Goal of the exercise. Look through the data below, and copy each line that carries the word "Include".

The records.
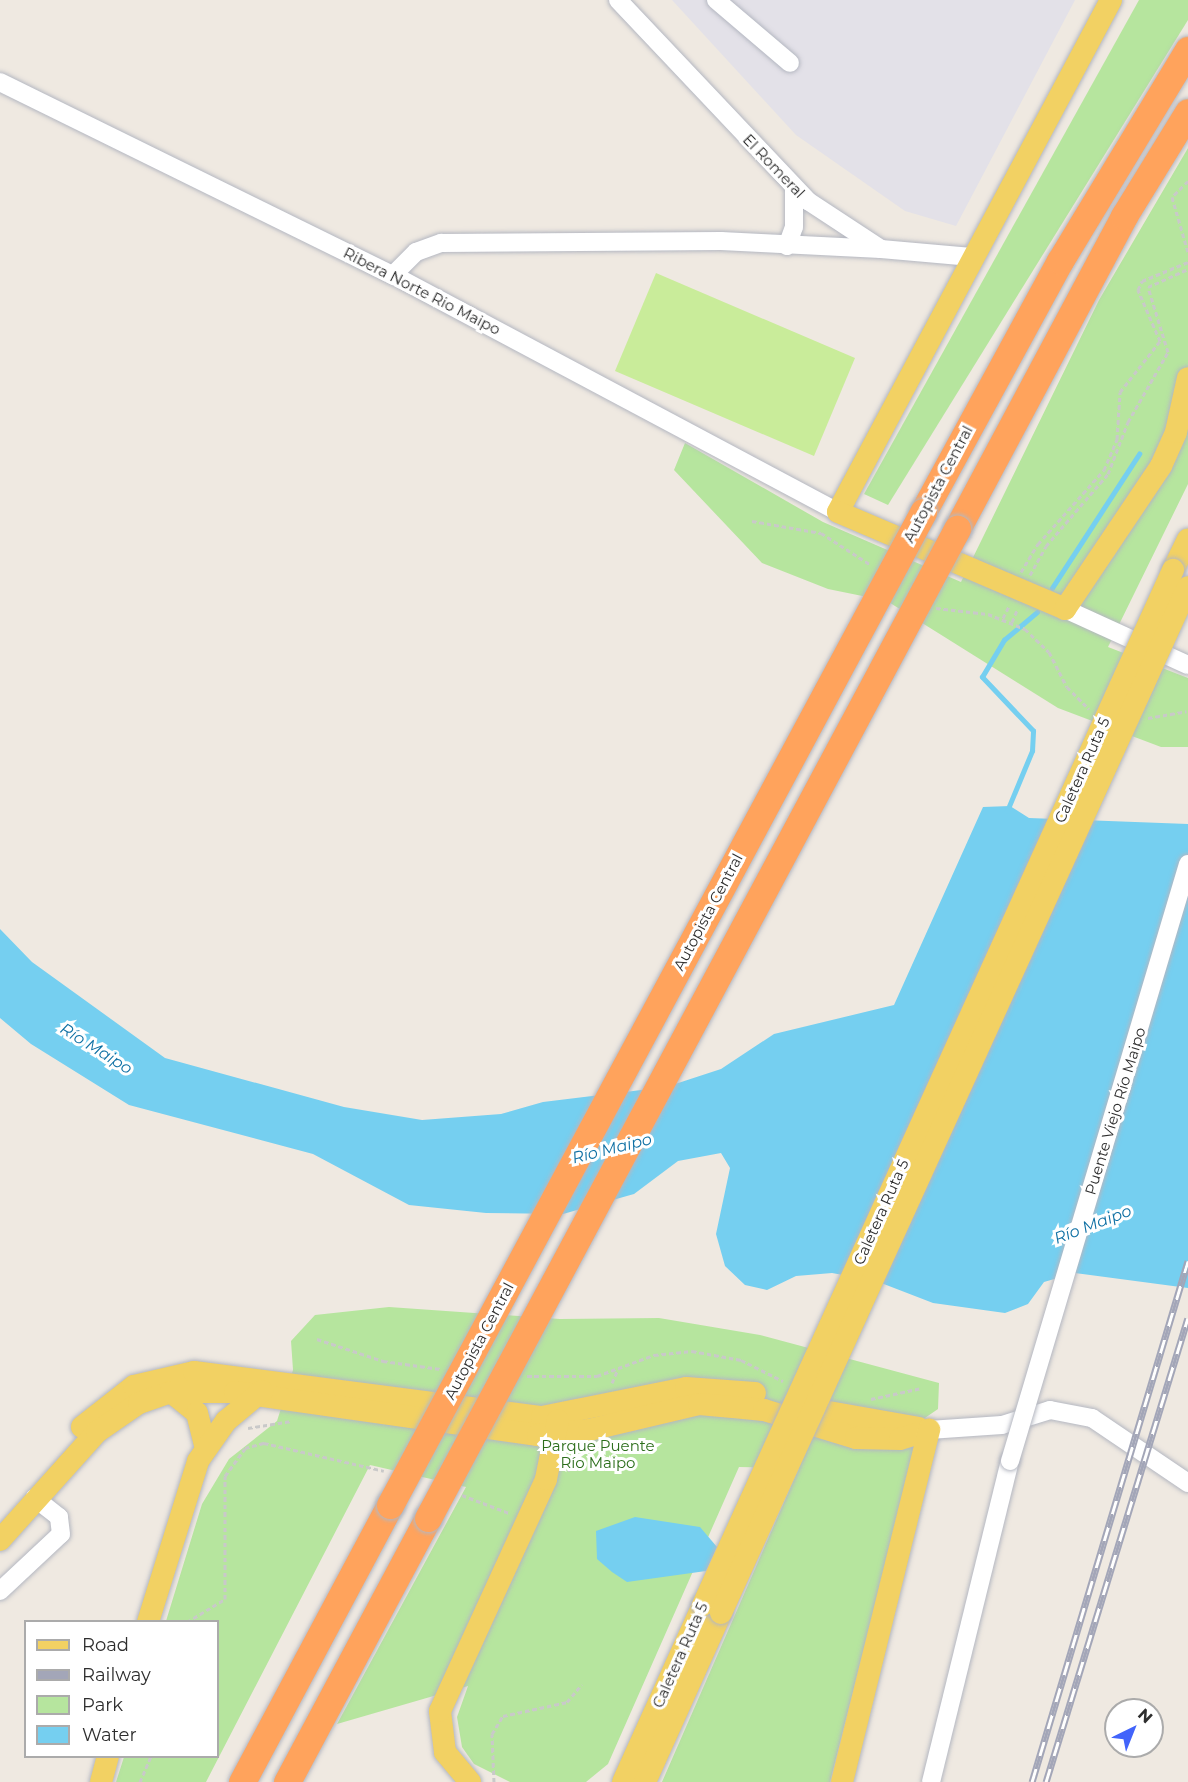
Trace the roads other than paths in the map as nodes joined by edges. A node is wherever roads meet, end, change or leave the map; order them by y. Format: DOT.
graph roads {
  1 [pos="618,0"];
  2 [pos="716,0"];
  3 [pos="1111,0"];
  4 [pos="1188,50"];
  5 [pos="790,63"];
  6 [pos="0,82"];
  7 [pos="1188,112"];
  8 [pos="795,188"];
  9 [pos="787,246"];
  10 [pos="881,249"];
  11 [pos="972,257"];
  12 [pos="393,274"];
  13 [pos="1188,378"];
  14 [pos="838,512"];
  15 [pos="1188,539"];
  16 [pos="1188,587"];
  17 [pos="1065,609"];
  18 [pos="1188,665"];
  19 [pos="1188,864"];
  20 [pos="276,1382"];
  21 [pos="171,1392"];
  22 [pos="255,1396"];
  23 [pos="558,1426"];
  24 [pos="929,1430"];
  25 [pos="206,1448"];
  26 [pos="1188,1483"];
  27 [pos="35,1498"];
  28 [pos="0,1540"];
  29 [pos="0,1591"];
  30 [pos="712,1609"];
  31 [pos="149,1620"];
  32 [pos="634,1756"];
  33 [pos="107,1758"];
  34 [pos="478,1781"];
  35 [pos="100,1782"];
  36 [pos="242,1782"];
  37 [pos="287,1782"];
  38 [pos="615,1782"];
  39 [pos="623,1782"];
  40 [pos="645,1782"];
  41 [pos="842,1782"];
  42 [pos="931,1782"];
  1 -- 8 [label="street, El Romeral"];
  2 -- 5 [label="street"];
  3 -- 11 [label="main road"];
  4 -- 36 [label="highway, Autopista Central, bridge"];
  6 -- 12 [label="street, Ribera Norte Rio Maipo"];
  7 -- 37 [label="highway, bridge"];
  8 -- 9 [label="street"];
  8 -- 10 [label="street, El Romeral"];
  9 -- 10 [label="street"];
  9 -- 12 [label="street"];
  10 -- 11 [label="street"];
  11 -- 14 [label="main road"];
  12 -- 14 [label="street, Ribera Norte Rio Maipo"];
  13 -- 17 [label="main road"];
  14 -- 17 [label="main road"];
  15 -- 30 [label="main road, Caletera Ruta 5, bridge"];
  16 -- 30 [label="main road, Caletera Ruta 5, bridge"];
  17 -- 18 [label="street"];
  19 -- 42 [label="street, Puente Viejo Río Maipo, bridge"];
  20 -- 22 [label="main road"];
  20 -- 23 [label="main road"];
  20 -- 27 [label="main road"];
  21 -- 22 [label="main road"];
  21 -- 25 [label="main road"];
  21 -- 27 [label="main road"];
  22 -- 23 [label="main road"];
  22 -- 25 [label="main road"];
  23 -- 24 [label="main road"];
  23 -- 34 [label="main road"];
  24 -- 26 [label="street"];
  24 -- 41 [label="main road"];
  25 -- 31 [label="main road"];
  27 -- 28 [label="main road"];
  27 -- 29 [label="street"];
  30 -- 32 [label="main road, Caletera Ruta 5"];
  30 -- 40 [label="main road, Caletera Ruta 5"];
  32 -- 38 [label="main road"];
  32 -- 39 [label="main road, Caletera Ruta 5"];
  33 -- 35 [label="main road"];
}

==

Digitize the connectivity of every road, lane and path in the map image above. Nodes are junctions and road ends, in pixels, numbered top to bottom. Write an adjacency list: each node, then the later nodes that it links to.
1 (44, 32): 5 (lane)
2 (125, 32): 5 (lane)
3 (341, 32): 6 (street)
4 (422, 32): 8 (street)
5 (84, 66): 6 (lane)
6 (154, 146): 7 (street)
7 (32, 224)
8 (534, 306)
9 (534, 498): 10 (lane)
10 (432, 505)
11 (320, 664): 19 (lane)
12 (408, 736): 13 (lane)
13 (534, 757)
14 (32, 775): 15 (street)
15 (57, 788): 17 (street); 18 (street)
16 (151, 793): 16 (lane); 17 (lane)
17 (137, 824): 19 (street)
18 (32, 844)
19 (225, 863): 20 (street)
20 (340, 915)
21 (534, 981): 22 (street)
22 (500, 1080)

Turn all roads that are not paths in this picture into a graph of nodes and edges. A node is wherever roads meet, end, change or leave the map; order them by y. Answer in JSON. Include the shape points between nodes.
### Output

==

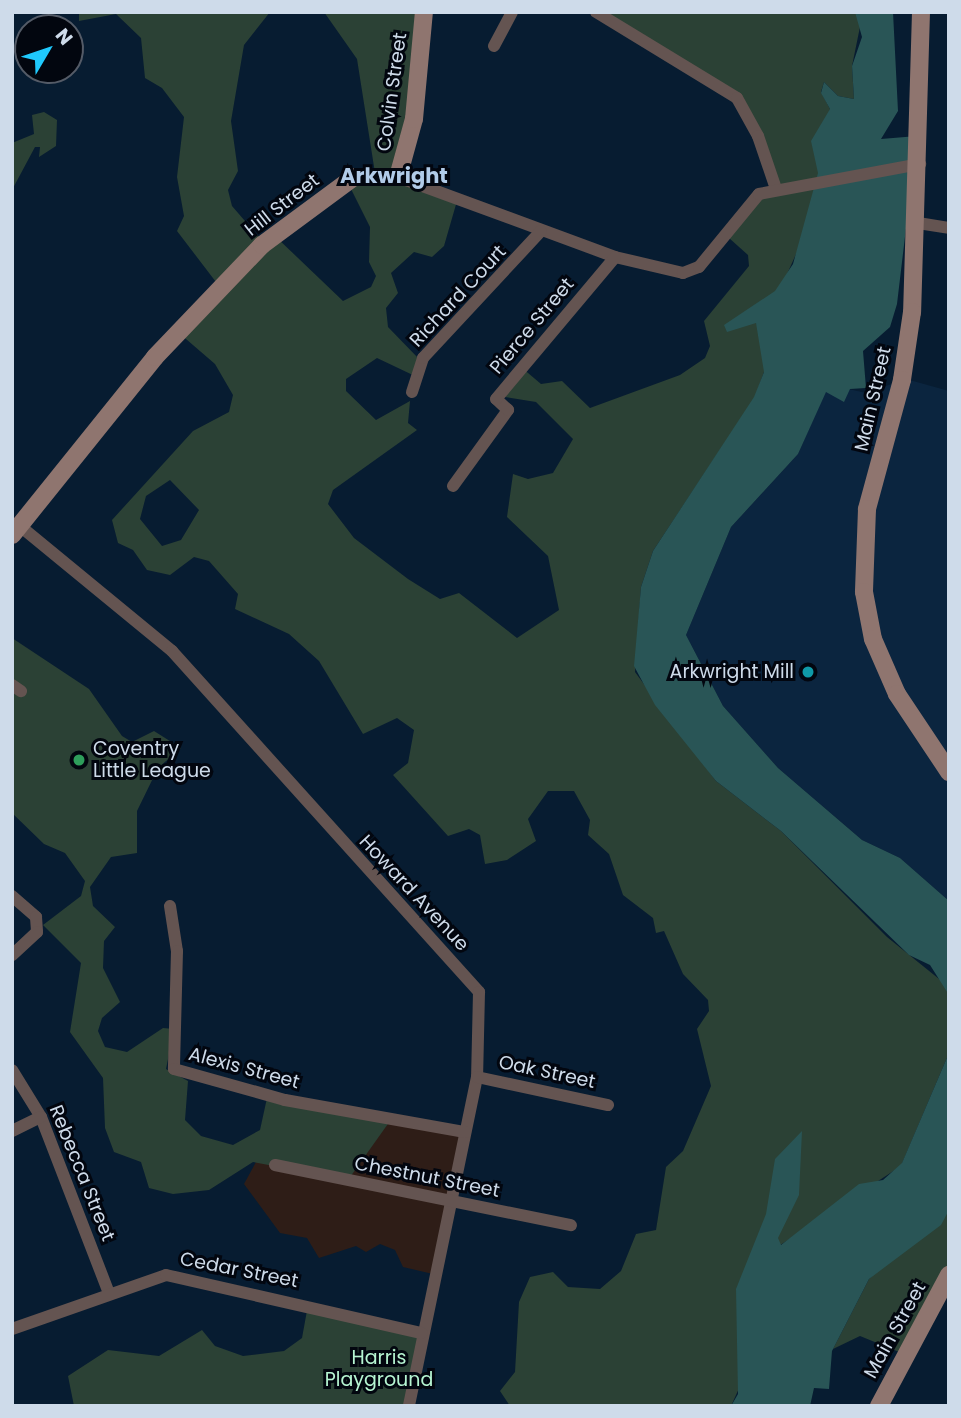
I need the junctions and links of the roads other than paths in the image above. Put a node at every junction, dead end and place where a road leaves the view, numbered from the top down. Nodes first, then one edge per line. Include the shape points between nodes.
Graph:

Response area.
Turn all roads that are not paths in this picture into a graph of nodes and edges. A node is wherever roads meet, end, change or leave the map; order them by y. Answer in JSON. Include the shape points between nodes.
I need the junctions and links of the roads other than paths in the image above. Put a node at every junction, dead end and place where a road leaves the view, numbered from the top down. Nodes first, then one edge per line. Include the shape points between nodes.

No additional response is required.